20XX: Battle Network Revisited

Comfort Comics and GateCrashers are teaming up to talk all things Mega Man Battle Network!

By: Zee Huff

Mega Man: The Blue Bomber — he’s been in our collective imagination since he fought his way through the first wave of Dr. Wily’s robots in 1987’s Mega Man on the Nintendo Entertainment System. The Mega Man franchise has only ballooned since, the “Classic” timeline leaping forward when technology has, while (mostly) keeping the core, platforming and side-scrolling gameplay central. But, at the dawn of the new millennium, Capcom decided to take a risk, to try and reach an untapped market who might like their Mega Man a bit more… isometric. But what could collectible card games, Y2K, and a cagematch between Alexa and Siri have to do with Mega Man?

Capcom’s Mega Man Battle Network was released in Japan on March 21st, 2001, as Rockman.EXE. A launch title for Nintendo’s then-new handheld, the Game Boy Advance, Battle Network was intended to compete with, and appeal to the fans of, Game Freak’s massively popular Pokémon series. With collectible battle chips, a variety of Pocket Monster-esque “viruses,” and a battle-system almost tailor-made for competitive play, it’s easy to see why Capcom thought this could be the smash hit the Mega Man franchise needed to draw in a new generation of gamers.

This first game, though rough around the edges, launched with Capcom’s full confidence. And through their efforts, Battle Network was positioned to become a valuable sub-franchise in its own right. To tie-in with the release of the original game, CoroCoro Comic, a monthly magazine targeting elementary school-aged boys, began publishing Ryo Takamisaki’s manga adaptation in February of 2001. Before the year was out, Capcom released a sequel, Rockman.EXE 2, perfecting a formula that future games would improve upon. By March of 2002, when an anime series loosely based on Takamisaki’s manga began airing on TV Tokyo, Capcom had inked a deal with Bandai to release merchandise based on the PET (PErsonal Terminal) used by the main character. The era of Battle Network had begun.

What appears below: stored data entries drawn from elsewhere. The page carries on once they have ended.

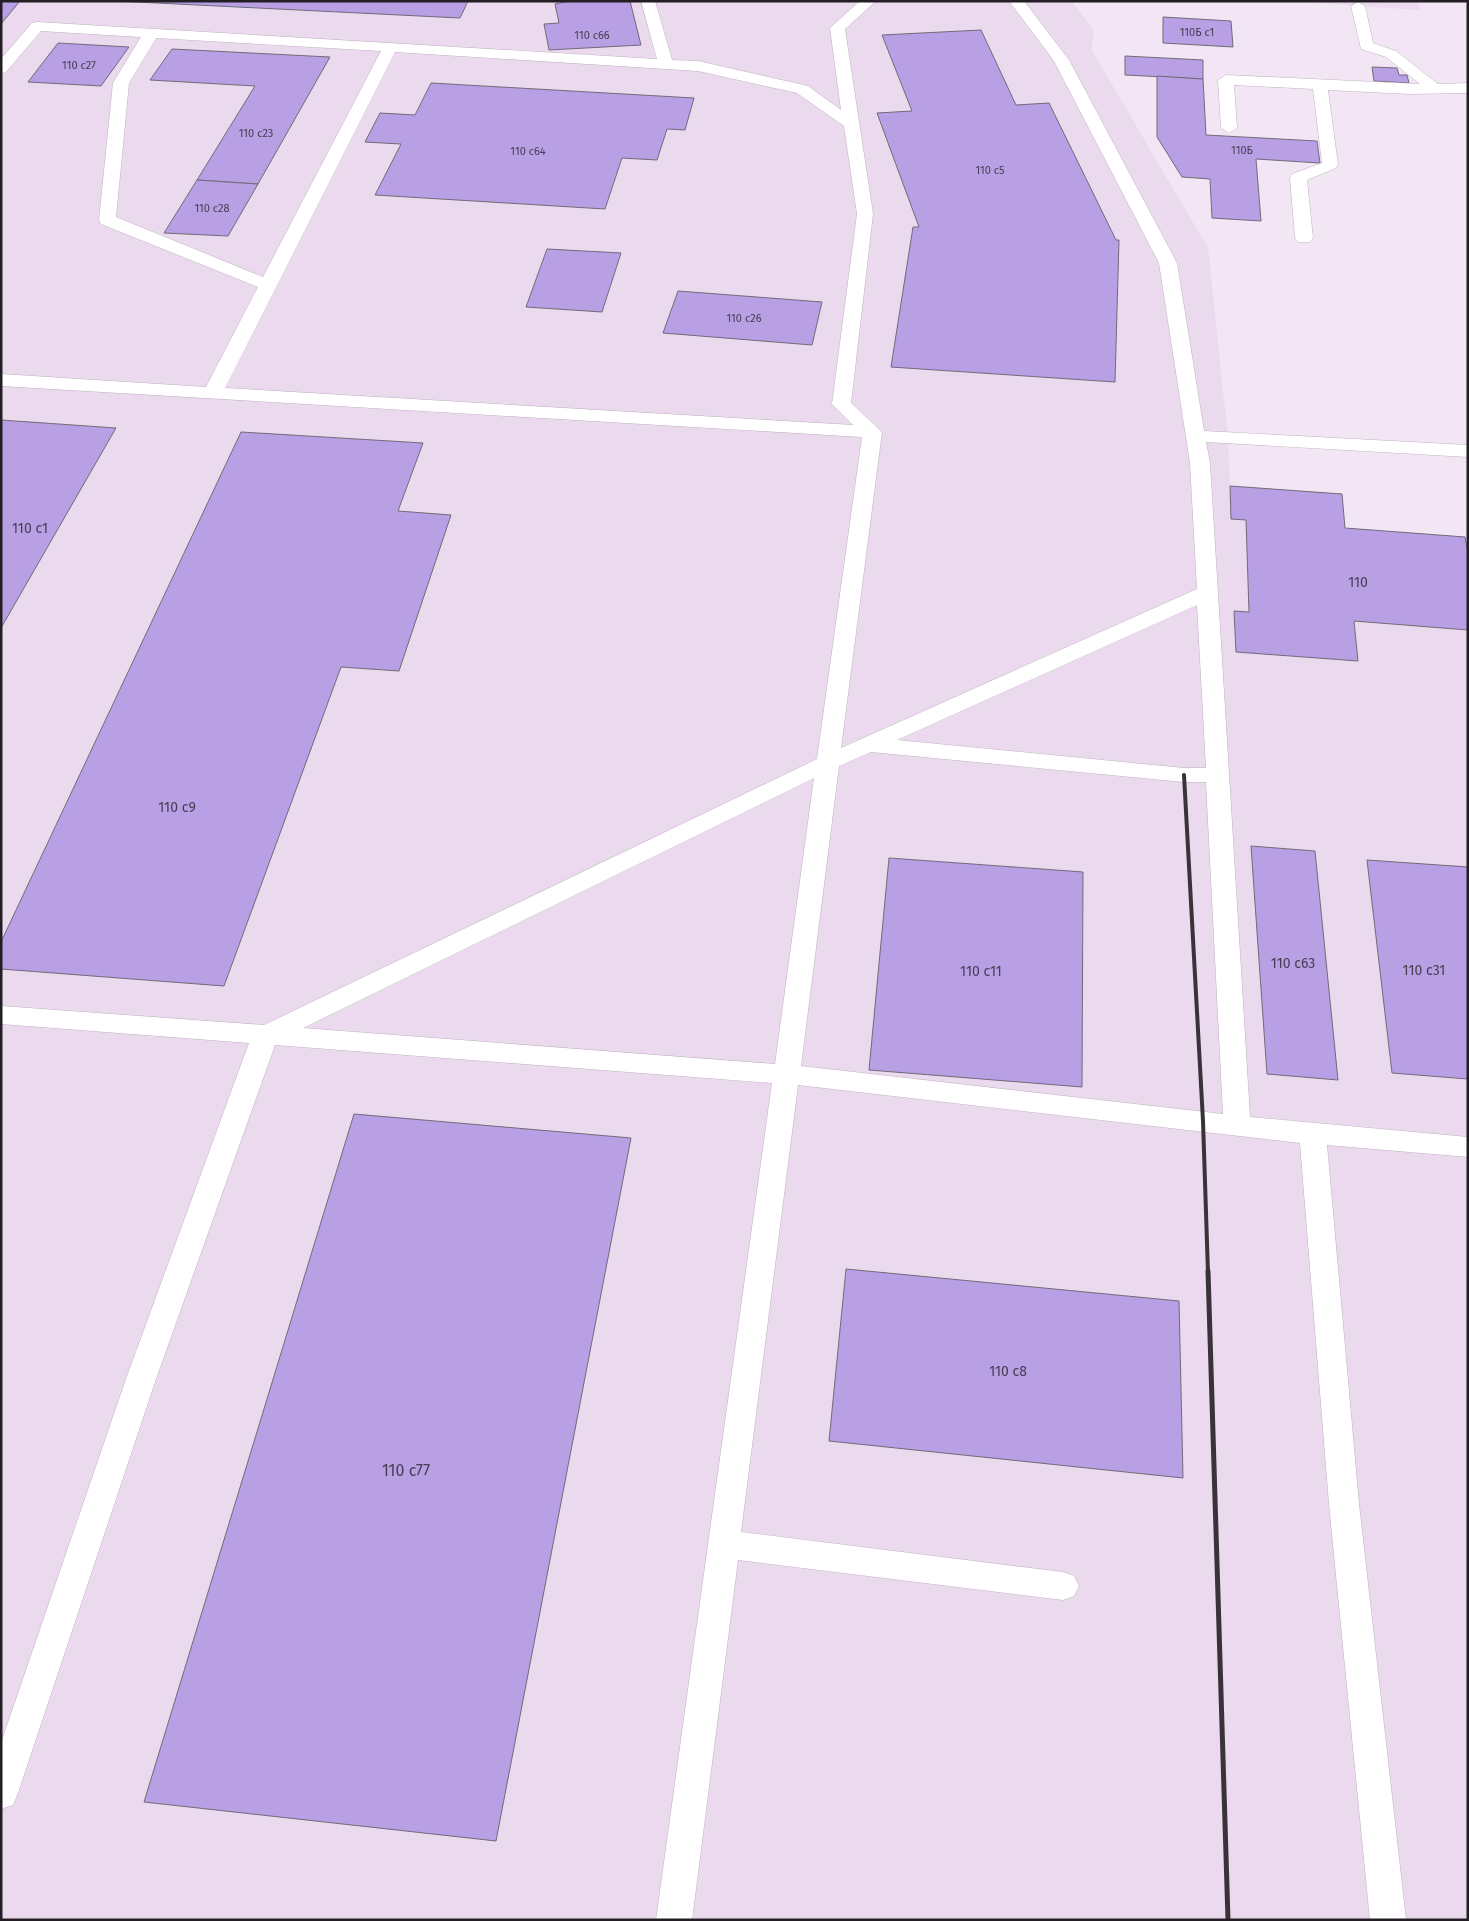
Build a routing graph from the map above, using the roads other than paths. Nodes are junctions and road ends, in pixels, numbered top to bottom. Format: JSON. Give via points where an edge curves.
{"nodes":[{"id":1,"x":648,"y":1,"type":"edge"},
{"id":2,"x":868,"y":1,"type":"edge"},
{"id":3,"x":1016,"y":1,"type":"edge"},
{"id":4,"x":1358,"y":6,"type":"dead end"},
{"id":5,"x":151,"y":32,"type":"junction"},
{"id":6,"x":391,"y":46,"type":"junction"},
{"id":7,"x":666,"y":64,"type":"junction"},
{"id":8,"x":1,"y":69,"type":"edge"},
{"id":9,"x":1320,"y":85,"type":"junction"},
{"id":10,"x":1434,"y":88,"type":"junction"},
{"id":11,"x":1468,"y":88,"type":"edge"},
{"id":12,"x":850,"y":123,"type":"junction"},
{"id":13,"x":1229,"y":128,"type":"dead end"},
{"id":14,"x":1304,"y":238,"type":"dead end"},
{"id":15,"x":268,"y":285,"type":"junction"},
{"id":16,"x":1,"y":380,"type":"edge"},
{"id":17,"x":212,"y":394,"type":"junction"},
{"id":18,"x":872,"y":432,"type":"junction"},
{"id":19,"x":1195,"y":436,"type":"junction"},
{"id":20,"x":1468,"y":451,"type":"edge"},
{"id":21,"x":1206,"y":593,"type":"junction"},
{"id":22,"x":868,"y":745,"type":"junction"},
{"id":23,"x":827,"y":763,"type":"junction"},
{"id":24,"x":1216,"y":775,"type":"junction"},
{"id":25,"x":1,"y":1015,"type":"edge"},
{"id":26,"x":265,"y":1036,"type":"junction"},
{"id":27,"x":785,"y":1074,"type":"junction"},
{"id":28,"x":1237,"y":1126,"type":"junction"},
{"id":29,"x":1313,"y":1134,"type":"junction"},
{"id":30,"x":1468,"y":1147,"type":"edge"},
{"id":31,"x":723,"y":1544,"type":"junction"},
{"id":32,"x":1063,"y":1586,"type":"dead end"},
{"id":33,"x":1,"y":1793,"type":"edge"},
{"id":34,"x":674,"y":1920,"type":"edge"},
{"id":35,"x":1388,"y":1920,"type":"edge"}],
"edges":[{"from":1,"to":7,"type":"lane"},
{"from":2,"to":12,"type":"lane","via":[[837,28]]},
{"from":3,"to":19,"type":"lane","via":[[1061,60],[1168,264]]},
{"from":4,"to":10,"type":"lane","via":[[1366,46],[1391,54]]},
{"from":5,"to":6,"type":"lane"},
{"from":5,"to":8,"type":"lane","via":[[37,26]]},
{"from":5,"to":15,"type":"lane","via":[[122,84],[107,220]]},
{"from":6,"to":7,"type":"lane"},
{"from":6,"to":15,"type":"lane"},
{"from":7,"to":12,"type":"lane","via":[[698,66],[802,89]]},
{"from":9,"to":10,"type":"lane"},
{"from":9,"to":13,"type":"lane","via":[[1226,80]]},
{"from":9,"to":14,"type":"lane","via":[[1330,165],[1298,178]]},
{"from":10,"to":11,"type":"lane"},
{"from":12,"to":18,"type":"lane","via":[[865,214],[841,404]]},
{"from":15,"to":17,"type":"lane"},
{"from":16,"to":17,"type":"lane"},
{"from":17,"to":18,"type":"lane"},
{"from":18,"to":23,"type":"lane"},
{"from":19,"to":20,"type":"lane"},
{"from":19,"to":21,"type":"lane","via":[[1200,463]]},
{"from":21,"to":22,"type":"lane"},
{"from":21,"to":24,"type":"lane"},
{"from":22,"to":23,"type":"lane"},
{"from":22,"to":24,"type":"lane","via":[[1184,775]]},
{"from":23,"to":26,"type":"lane"},
{"from":23,"to":27,"type":"lane"},
{"from":24,"to":28,"type":"lane"},
{"from":25,"to":26,"type":"lane"},
{"from":26,"to":27,"type":"lane"},
{"from":26,"to":33,"type":"lane","via":[[144,1370]]},
{"from":27,"to":28,"type":"lane"},
{"from":27,"to":31,"type":"lane"},
{"from":28,"to":29,"type":"lane"},
{"from":29,"to":30,"type":"lane"},
{"from":29,"to":35,"type":"lane","via":[[1344,1504]]},
{"from":31,"to":32,"type":"lane"},
{"from":31,"to":34,"type":"lane"}]}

Yet, despite multiple lines of content, a dedicated fanbase, and success both in Japan and internationally, Battle Network is perhaps best described — at least in the West — as the forgotten child of the Mega Man series. After a notably panned fourth entry into the main game series, reviewers changed their tune, marking the games not by their innovation, but for their stagnation. And though the anime continued for five seasons in Japan, American and Canadian audiences only saw the first two seasons dubbed into English. Mix this with the second series of toys selling only modest numbers in the States, as well as revived interest in the classic series from fans worldwide… and, well, you can see where this is going.

So, why dig it up now?

Well, a spin-off is bound to its source material; you don’t get to make Pokémon Snap, for instance, without it carrying all of the baggage of the core games. But what spin-offs lose in originality, they gain in potential. Spin-offs are opportunities to reinterpret a concept, recontextualize it for a new generation, and reveal sides of the source material previously unconsidered. Battle Network is at its most interesting when it does this — when the writers, cut off from the timeline of the classic series, are free to explore this brave new world to its fullest. Battle Network is a time capsule. It reflects the concerns of a generation for whom internet technology was a new and quickly growing enigma of a thing, while being made for, and targeted to, a generation where the internet is permanently, irrevocably integrated into our daily lives.

Upon first contact with the series, even I — seven at the time — scoffed at the idea of an oven being connected to the internet. But look where we are! Whether it’s being able to post to Twitter from your LG Smart Fridge or the simple, taken-for-granted fact of holding a cell phone with more processing power than most, if not all, computers of the early 2000s, Battle Network’s future is closer to home than I think even the developers imagined.

The kids of that generation —  the one the games were originally targeted to, the elementary schoolers of the 2000s — are adults now, living in a world that existed only in their wildest dreams. Sure, a NetNavi makes Siri look like a calculator, but hackers can, and do, have the ability to put entire countries on alert.

But… I suppose that doesn’t really answer the question, right? Well, blame the manga. Couple of us got going one day, talking about how the manga had been one of those well-loved, dog-eared volumes, and the conversation, like the franchise itself, snowballed from there. Some people only knew the manga. Some, like me, went hard in the paint, getting their hands on any scrap of content they could find. It was — it is — important to us.

In the coming months, CFC and GC will be celebrating, and analyzing, Mega Man Battle Network in all its forms. We want to dive deep and explore why some of us keep coming back to Battle Network. However, we’ll also be looking forward: What did the series teach us? Did we carry that with us?

It’s been twenty years, but the future is now. The year is 20XX. Get ready to jack in, y’all.